### Items from a dataset

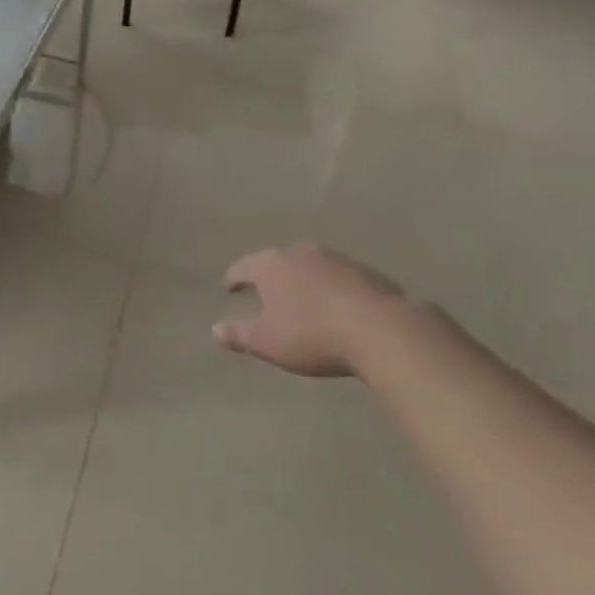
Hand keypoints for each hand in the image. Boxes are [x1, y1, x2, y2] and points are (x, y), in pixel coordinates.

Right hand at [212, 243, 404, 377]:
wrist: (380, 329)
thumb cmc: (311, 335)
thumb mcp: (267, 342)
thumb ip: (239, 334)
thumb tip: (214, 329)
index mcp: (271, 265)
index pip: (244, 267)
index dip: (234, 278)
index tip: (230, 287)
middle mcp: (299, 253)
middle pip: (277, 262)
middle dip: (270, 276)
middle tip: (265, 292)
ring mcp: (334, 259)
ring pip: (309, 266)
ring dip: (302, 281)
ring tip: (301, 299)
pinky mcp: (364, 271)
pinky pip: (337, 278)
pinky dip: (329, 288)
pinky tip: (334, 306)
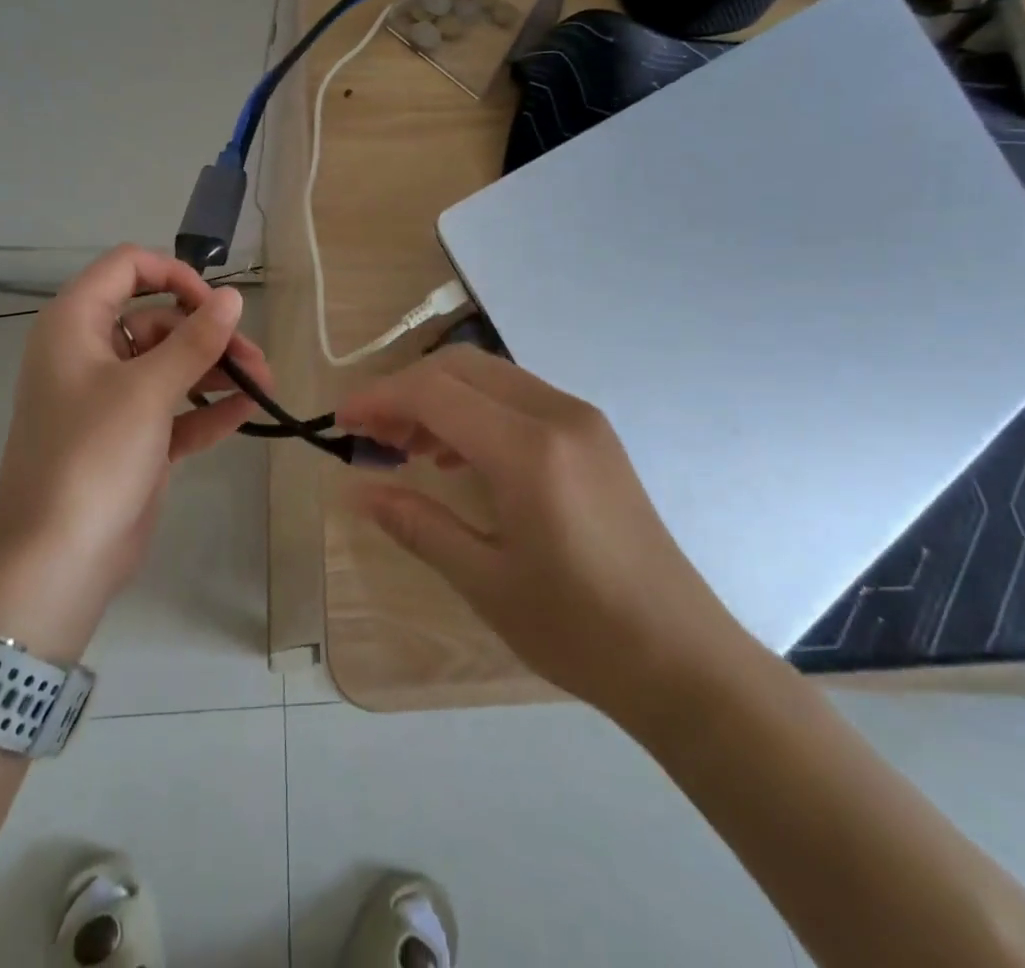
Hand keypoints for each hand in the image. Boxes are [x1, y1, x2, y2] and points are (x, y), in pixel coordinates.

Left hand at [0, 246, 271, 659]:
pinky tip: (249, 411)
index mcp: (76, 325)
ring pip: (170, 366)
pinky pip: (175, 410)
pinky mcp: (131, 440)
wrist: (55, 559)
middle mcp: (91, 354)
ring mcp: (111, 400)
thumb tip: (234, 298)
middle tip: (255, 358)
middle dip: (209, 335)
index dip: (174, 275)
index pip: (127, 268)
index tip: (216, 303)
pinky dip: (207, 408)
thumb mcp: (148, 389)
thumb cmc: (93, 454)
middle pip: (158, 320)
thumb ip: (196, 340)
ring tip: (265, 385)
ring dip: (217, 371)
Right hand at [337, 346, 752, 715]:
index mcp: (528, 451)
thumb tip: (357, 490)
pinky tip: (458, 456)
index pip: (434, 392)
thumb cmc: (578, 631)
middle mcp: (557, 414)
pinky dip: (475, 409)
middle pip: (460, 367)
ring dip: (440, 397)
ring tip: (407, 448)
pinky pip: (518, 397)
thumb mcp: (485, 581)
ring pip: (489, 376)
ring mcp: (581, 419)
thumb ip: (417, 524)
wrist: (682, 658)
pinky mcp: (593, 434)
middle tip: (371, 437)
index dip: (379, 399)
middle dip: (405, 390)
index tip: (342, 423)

...

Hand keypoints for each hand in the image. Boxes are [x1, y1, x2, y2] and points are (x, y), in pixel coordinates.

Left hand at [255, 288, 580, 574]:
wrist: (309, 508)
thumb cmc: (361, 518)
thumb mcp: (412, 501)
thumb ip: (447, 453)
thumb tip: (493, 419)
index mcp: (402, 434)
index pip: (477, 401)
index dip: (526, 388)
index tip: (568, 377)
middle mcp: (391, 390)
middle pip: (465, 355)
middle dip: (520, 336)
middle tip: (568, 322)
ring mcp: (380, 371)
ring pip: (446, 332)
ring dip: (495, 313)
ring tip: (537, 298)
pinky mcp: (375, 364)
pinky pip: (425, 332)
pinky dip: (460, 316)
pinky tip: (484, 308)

### EXERCISE DIRECTIONS
Please copy, exactly and with nothing else, the lines above beginning at the line that has "index tip: (216, 303)" and ending with the line that has "index tip: (342, 423)".

### THE COMPLETED TASK
index tip: (216, 303)
pinky dip: (207, 408)
thumb mcp: (148, 389)
thumb cmc: (93, 454)
middle pip: (158, 320)
thumb ip: (196, 340)
ring tip: (265, 385)
ring dip: (217, 371)
Right hand at [337, 346, 752, 715]:
index mcp: (528, 451)
thumb tip: (357, 490)
pinky tip: (458, 456)
index pip: (434, 392)
thumb cmc: (578, 631)
middle mcp: (557, 414)
pinky dip: (475, 409)
middle pip: (460, 367)
ring dip: (440, 397)
ring tip: (407, 448)
pinky pip: (518, 397)
thumb mcp: (485, 581)
ring pip: (489, 376)
ring mcp: (581, 419)
thumb ip: (417, 524)
wrist: (682, 658)
pinky mcp: (593, 434)
middle tip: (371, 437)
index dip: (379, 399)
middle dip: (405, 390)
index tip: (342, 423)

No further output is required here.